The following specific things can reduce the optimal effects of exercise that have been carried out and have an impact on the quality of health and sports that will be carried out next.

1. Postpone eating

Hunger after exercise is a sign that the nutrients that are stored have been reduced a lot because it is used to produce body energy, most of which is flowed into skeletal muscle.

The amount of unused nutrition will not be sufficient to carry out the recovery process after exercising, so it is recommended to consume food after 15-30 minutes after exercising. If you wait longer or about one hour, chances are that the muscle's ability to grow and regenerate will decrease, especially if the food consumed is difficult to digest. Food sourced from protein (or better whey protein) and simple carbohydrates will be easier to digest so it is more effective for faster muscle recovery.

2. Eat too much and eat fatty foods

Although it is recommended to eat food immediately, eating too much food after exercise can prevent loss of body fat. This is because eating too much will increase the daily calorie intake so that the calories that have been used are likely still less than those consumed. In addition, avoid the consumption of processed and fatty foods because in addition to high-calorie types of food tend to be difficult to digest by the body and inhibit the recovery process.

3. Delay drinking

Dehydration after exercise can cause us to feel tired or sleepy even though we have enough sleep. Body fluids that are lost after exercise need to be replaced because adequate body fluids are important for the brain to continue to function optimally and to maintain the body's electrolyte balance.

If you exercise for less than one hour, make sure you get a fluid intake of about 240 ml every 15 minutes, but if it's better, you should consume isotonic drinks.

4. Don't stretch

Stretching is an important thing to do after exercising because this will help the muscles become more relaxed. Stretching also helps the body adjust its temperature along with the level of muscle and joint activity carried out after exercise. In addition to stretching activities can also be done by doing activities that are lighter than when after exercise such as walking after running because then the recovery process will occur faster and more effective than if we immediately stop doing activities in total.

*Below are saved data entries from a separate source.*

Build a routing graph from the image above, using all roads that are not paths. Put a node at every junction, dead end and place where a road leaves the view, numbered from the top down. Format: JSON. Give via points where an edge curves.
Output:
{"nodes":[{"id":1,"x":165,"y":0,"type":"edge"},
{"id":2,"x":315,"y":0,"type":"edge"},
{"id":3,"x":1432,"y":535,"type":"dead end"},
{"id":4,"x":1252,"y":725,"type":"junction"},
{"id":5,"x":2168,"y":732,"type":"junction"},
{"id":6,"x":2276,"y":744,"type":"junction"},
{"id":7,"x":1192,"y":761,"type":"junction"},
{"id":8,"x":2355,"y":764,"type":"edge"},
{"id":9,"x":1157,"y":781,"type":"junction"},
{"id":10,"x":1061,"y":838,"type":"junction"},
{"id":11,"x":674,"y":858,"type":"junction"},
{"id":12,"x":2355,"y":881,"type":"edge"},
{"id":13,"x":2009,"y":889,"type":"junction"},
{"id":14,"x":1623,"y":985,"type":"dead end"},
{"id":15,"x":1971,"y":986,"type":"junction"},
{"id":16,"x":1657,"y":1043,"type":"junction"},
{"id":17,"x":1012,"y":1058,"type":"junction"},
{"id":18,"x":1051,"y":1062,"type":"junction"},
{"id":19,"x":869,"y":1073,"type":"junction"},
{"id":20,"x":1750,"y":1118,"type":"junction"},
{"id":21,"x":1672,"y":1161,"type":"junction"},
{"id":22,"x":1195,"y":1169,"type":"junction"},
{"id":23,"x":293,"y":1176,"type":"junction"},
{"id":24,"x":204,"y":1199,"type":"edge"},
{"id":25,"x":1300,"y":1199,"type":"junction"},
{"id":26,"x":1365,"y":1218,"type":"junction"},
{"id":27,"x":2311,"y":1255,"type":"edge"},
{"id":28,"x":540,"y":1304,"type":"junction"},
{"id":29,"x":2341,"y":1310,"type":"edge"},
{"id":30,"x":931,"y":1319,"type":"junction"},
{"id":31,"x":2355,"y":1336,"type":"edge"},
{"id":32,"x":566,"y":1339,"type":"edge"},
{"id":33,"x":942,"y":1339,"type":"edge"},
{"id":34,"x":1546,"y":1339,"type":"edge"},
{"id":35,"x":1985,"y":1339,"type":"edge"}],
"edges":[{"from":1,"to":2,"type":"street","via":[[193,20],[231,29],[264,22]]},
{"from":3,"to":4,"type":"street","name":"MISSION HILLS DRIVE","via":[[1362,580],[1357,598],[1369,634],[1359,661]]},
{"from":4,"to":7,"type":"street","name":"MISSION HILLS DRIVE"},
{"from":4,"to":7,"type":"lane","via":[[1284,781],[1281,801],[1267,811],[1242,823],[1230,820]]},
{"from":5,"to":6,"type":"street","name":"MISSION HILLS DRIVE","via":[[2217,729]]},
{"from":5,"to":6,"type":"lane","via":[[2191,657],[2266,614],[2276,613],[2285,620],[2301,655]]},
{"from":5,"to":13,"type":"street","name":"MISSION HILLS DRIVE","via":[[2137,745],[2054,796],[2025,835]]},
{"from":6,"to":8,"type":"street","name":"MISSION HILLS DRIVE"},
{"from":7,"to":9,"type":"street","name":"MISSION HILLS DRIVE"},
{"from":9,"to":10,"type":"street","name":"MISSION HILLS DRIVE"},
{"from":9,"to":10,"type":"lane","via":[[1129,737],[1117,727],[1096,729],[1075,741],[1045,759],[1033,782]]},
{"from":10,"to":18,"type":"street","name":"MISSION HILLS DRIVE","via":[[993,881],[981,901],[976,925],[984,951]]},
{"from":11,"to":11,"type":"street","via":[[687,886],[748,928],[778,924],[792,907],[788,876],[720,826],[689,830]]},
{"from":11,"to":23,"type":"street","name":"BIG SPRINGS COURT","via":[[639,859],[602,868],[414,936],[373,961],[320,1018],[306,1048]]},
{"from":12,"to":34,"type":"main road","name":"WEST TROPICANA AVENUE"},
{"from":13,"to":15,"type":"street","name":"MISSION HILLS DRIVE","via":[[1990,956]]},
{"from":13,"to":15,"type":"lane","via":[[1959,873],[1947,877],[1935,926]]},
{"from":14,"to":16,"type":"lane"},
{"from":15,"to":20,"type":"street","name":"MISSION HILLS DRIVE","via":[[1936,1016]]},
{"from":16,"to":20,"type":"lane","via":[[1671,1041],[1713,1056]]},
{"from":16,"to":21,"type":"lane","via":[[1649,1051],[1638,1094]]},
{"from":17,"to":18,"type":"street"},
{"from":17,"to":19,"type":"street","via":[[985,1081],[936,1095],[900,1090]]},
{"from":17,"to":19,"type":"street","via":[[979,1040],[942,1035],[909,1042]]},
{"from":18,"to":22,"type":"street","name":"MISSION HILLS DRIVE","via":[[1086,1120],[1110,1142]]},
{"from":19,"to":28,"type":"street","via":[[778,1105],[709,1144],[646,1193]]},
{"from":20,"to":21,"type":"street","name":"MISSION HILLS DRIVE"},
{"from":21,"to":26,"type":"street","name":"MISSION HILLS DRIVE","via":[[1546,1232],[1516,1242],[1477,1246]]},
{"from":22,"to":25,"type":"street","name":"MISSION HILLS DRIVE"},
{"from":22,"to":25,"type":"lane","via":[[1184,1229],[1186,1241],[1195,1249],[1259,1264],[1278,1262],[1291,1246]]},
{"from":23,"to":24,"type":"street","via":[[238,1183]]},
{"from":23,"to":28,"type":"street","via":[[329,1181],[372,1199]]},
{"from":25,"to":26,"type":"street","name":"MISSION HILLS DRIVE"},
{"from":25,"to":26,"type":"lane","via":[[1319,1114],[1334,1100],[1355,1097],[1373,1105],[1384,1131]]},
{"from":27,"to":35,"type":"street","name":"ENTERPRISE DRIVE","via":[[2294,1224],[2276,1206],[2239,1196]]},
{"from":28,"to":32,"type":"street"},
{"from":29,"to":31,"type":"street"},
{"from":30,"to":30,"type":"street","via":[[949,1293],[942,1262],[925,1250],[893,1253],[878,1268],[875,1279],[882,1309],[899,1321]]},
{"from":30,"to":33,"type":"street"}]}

5. Instantly resume heavy work

After exercising in general the muscles have experienced fatigue and damage to some muscle tissue occurs. Continuing activities with strenuous activities without time to rest can cause tired muscles to become injured. The same thing can happen when a person continues to exercise even though he has experienced muscle fatigue. Therefore give the muscles time to rest and recover in a matter of hours or days.

6. Lack of sleep

Sleep time is an important time for the body to recover after a day of activity. The physical recovery process at bedtime generally does not occur immediately when someone is asleep but requires several hours afterwards. Therefore, make sure you get 7-8 hours of sleep a night. In addition to inhibiting the recovery process, lack of sleep can damage your exercise routine because you feel tired during the day.

7. Not evaluating and planning the next sport

Make a small note that contains the quality of sports such as feeling when and after exercise, duration, intensity of exercise, the type of exercise performed can help to evaluate the exercise that has been done. This can be done by writing a journal or uploading the data to the sports application on your mobile so that it can be accessed easily. The results of these evaluations can make planning the next sports session better and varied.